Designing the Mac’s Factory Without the Product
In the fall of 1981, as Mr. Smith worked on the fourth Macintosh prototype, the design for the Macintosh factory was getting under way. Mr. Jobs hired Debi Coleman, who was then working as financial manager at Hewlett-Packard Co. in Cupertino, Calif., to handle the finances of the Macintosh project. A graduate of Stanford University with a master’s degree in business administration, Ms. Coleman was a member of a task force at HP that was studying factories, quality management, and inventory management. This was good training for Apple, for Mr. Jobs was intent on using such concepts to build a highly automated manufacturing plant for the Macintosh in the United States.
Briefly he considered building the plant in Texas, but since the designers were to work closely with the manufacturing team in the later stages of the Macintosh design, he decided to locate the plant at Fremont, Calif., less than a half-hour’s drive from Apple’s Cupertino headquarters.
Mr. Jobs and other members of the Macintosh team made frequent tours of automated plants in various industries, particularly in Japan. At long meetings held after the visits, the manufacturing group discussed whether to borrow certain methods they had observed.
The Macintosh factory borrowed assembly ideas from other computer plants and other industries. A method of testing the brightness of cathode-ray tubes was borrowed from television manufacturers.

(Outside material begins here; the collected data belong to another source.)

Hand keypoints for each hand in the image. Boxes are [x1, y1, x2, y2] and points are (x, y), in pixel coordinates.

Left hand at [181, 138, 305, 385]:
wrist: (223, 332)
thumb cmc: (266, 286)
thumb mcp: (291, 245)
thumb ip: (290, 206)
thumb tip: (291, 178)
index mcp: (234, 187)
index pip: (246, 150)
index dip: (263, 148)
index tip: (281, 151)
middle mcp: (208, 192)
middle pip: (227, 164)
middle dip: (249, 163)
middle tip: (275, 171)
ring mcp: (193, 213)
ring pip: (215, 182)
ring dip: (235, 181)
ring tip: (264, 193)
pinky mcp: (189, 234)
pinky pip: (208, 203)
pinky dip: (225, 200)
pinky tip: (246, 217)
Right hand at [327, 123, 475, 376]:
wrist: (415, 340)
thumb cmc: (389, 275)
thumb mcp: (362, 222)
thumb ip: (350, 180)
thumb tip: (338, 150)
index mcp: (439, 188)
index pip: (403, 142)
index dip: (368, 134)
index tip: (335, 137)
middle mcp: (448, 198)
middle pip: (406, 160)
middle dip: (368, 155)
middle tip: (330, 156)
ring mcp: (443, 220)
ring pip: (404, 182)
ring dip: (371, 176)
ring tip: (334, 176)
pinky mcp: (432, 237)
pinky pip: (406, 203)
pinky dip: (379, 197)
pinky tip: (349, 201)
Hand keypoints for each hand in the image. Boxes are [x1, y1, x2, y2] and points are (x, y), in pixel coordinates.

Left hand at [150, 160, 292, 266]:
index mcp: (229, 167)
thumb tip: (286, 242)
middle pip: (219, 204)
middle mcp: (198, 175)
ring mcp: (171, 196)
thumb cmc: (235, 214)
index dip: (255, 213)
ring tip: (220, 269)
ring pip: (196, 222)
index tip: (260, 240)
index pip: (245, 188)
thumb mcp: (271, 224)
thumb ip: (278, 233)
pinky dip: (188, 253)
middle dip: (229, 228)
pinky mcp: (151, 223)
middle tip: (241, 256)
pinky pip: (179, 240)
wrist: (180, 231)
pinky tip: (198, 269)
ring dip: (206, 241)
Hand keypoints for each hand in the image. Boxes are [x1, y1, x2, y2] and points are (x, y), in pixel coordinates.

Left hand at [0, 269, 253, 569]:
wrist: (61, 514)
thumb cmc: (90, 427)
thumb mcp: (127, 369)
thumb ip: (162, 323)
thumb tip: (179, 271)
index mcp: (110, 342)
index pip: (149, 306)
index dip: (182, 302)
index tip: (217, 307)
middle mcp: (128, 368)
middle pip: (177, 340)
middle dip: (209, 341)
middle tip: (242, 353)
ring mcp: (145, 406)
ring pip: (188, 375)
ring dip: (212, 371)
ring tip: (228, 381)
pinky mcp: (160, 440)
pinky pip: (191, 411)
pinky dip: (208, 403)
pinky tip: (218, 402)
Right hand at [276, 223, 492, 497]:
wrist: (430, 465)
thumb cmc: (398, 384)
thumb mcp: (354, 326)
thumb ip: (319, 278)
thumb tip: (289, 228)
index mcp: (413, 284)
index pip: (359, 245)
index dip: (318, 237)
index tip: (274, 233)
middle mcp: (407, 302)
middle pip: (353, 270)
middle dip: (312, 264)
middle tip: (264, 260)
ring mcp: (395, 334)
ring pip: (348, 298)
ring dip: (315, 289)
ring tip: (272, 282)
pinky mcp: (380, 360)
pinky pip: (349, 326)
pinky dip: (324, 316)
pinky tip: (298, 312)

The Macintosh factory design was based on two major concepts. The first was “just-in-time” inventory, calling for vendors to deliver parts for the Macintosh frequently, in small lots, to avoid excessive handling of components at the factory and reduce damage and storage costs. The second concept was zero-defect parts, with any defect on the manufacturing line immediately traced to its source and rectified to prevent recurrence of the error.

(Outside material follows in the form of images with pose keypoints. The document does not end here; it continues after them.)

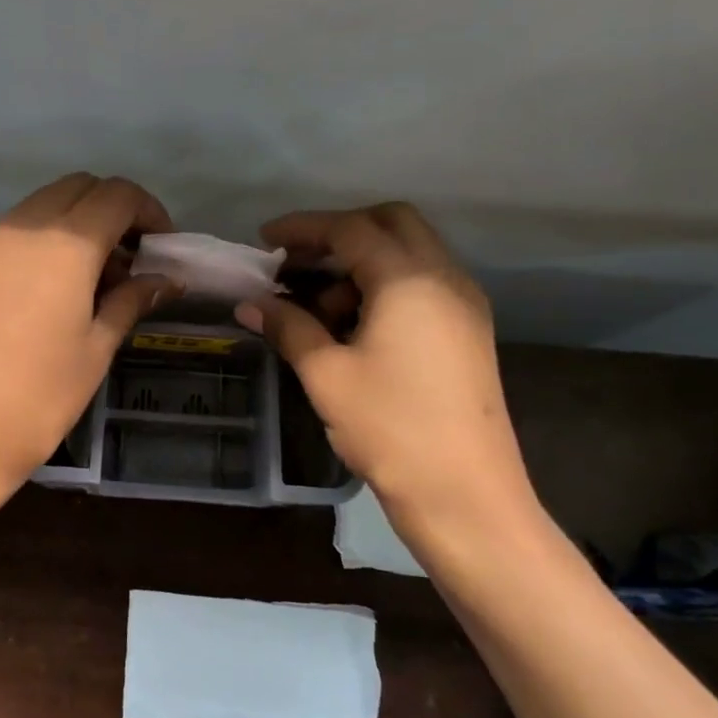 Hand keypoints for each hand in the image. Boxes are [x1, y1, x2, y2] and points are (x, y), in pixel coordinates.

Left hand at [0, 173, 176, 505]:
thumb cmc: (37, 397)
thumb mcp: (95, 349)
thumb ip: (130, 302)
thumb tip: (164, 279)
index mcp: (65, 242)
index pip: (117, 195)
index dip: (150, 212)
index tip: (164, 248)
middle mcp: (26, 227)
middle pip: (80, 188)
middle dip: (115, 210)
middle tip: (135, 259)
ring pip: (47, 205)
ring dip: (81, 223)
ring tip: (103, 279)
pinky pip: (22, 230)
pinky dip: (51, 239)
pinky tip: (64, 288)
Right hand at [233, 203, 530, 523]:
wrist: (464, 494)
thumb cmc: (389, 427)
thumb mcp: (326, 374)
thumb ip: (288, 327)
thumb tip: (250, 303)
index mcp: (410, 280)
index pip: (350, 229)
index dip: (303, 228)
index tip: (264, 240)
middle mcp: (445, 278)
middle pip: (391, 223)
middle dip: (339, 233)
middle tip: (298, 262)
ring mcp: (463, 304)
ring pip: (410, 253)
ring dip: (361, 262)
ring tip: (318, 308)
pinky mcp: (468, 331)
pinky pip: (423, 284)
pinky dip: (384, 286)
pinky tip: (352, 326) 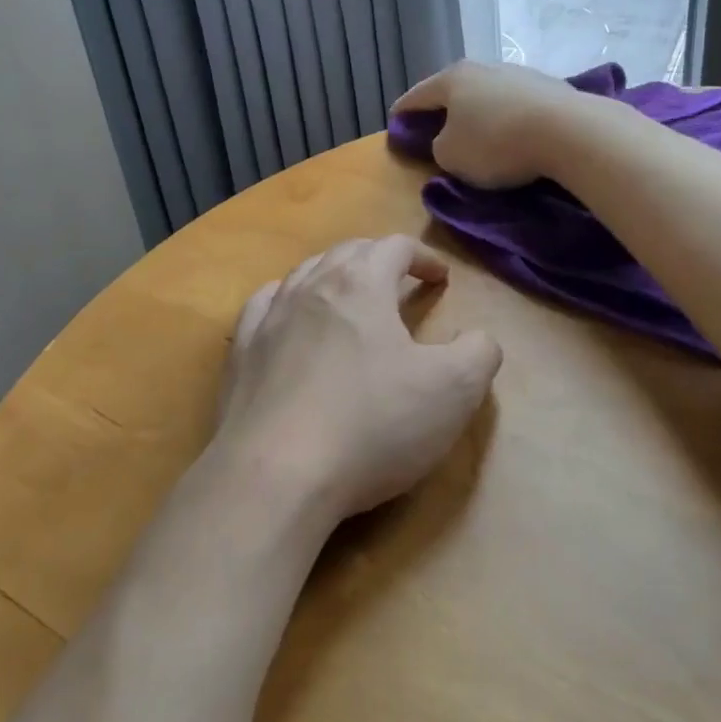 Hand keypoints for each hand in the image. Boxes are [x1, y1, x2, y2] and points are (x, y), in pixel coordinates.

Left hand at [215, 236, 502, 523]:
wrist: (275, 474)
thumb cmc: (371, 424)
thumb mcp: (453, 391)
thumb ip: (479, 353)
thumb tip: (479, 338)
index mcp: (361, 284)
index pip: (395, 247)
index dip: (423, 256)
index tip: (440, 278)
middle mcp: (311, 286)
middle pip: (349, 252)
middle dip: (379, 259)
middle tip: (400, 280)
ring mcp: (270, 317)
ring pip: (305, 273)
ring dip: (334, 275)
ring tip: (349, 296)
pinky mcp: (242, 352)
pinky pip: (265, 305)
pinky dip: (286, 300)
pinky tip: (289, 316)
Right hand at [392, 60, 586, 188]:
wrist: (568, 131)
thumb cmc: (496, 143)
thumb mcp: (451, 156)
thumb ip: (438, 147)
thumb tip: (448, 140)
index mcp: (452, 79)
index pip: (417, 95)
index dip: (403, 110)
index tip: (394, 121)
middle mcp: (483, 68)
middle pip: (454, 89)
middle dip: (443, 108)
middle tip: (436, 127)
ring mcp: (518, 73)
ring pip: (487, 94)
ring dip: (478, 112)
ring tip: (477, 132)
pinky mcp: (549, 86)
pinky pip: (515, 104)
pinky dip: (507, 117)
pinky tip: (512, 133)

The factory, which was to churn out about a half million Macintosh computers a year (the number kept increasing), was designed to be built in three stages: first, equipped with stations for workers to insert some Macintosh components, delivered to them by simple robots; second, with robots to insert components instead of workers; and third, many years in the future, with “integrated” automation, requiring virtually no human operators. In building the factory, “Steve was willing to chuck all the traditional ideas about manufacturing and the relationship between design and manufacturing,” Ms. Coleman noted. “He was willing to spend whatever it cost to experiment in this factory. We planned to have a major revision every two years.”

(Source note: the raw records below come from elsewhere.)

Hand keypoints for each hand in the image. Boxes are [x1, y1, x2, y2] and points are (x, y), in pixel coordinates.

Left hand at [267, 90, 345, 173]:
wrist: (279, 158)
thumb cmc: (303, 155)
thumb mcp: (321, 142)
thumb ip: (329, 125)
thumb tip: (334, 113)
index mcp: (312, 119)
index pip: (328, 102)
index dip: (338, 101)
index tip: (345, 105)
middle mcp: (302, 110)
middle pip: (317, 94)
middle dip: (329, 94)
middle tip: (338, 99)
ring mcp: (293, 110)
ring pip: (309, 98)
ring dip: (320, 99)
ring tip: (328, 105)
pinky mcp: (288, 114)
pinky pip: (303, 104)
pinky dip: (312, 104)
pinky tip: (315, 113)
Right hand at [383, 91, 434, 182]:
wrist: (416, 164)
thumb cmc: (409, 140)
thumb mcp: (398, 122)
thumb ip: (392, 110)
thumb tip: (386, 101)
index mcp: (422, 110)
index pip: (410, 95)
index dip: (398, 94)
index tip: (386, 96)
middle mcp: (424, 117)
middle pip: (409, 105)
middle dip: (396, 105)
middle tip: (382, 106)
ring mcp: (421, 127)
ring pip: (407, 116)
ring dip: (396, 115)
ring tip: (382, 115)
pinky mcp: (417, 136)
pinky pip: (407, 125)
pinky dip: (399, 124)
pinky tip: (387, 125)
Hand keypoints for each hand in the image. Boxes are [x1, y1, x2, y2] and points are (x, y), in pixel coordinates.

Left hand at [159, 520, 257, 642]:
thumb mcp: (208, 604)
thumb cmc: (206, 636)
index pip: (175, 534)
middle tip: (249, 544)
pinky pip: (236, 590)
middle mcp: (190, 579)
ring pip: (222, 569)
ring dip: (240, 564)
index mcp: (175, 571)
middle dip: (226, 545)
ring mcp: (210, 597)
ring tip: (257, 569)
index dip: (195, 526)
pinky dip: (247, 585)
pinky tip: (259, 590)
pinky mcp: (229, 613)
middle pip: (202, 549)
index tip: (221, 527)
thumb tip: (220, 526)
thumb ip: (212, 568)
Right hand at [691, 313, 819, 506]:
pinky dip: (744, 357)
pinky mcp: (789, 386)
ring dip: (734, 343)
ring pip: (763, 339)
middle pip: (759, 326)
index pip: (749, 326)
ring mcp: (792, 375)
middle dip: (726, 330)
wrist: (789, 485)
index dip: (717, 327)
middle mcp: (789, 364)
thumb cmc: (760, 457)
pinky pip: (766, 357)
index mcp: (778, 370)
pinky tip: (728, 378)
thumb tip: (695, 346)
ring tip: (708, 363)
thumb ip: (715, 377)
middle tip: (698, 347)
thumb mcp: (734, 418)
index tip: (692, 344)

By late 1982, before Mr. Smith had designed the final Macintosh prototype, the designs of most of the factory’s major subassemblies were frozen, and the assembly stations could be designed. About 85 percent of the components on the digital-logic printed-circuit board were to be inserted automatically, and the remaining 15 percent were to be surface-mounted devices inserted manually at first and by robots in the second stage of the factory. The production lines for automatic insertion were laid out to be flexible; the number of stations was not defined until trial runs were made. The materials-delivery system, designed with the help of engineers recruited from Texas Instruments in Dallas, Texas, divided small and large parts between receiving doors at the materials distribution center. The finished Macintoshes coming down the conveyor belt were to be wrapped in plastic and stuffed into boxes using equipment adapted from machines used in the wine industry for packaging bottles.
Most of the discrete components in the Macintosh are inserted automatically into the printed-circuit boards.
As factory construction progressed, pressure built on the Macintosh design team to deliver a final prototype. The designers had been working long hours but with no deadline set for the computer’s introduction. That changed in the middle of 1981, after Mr. Jobs imposed a tough and sometimes unrealistic schedule, reminding the team repeatedly that “real artists ship” a finished product. In late 1981, when IBM announced its personal computer, the Macintosh marketing staff began to refer to a “window of opportunity” that made it urgent to get the Macintosh to customers.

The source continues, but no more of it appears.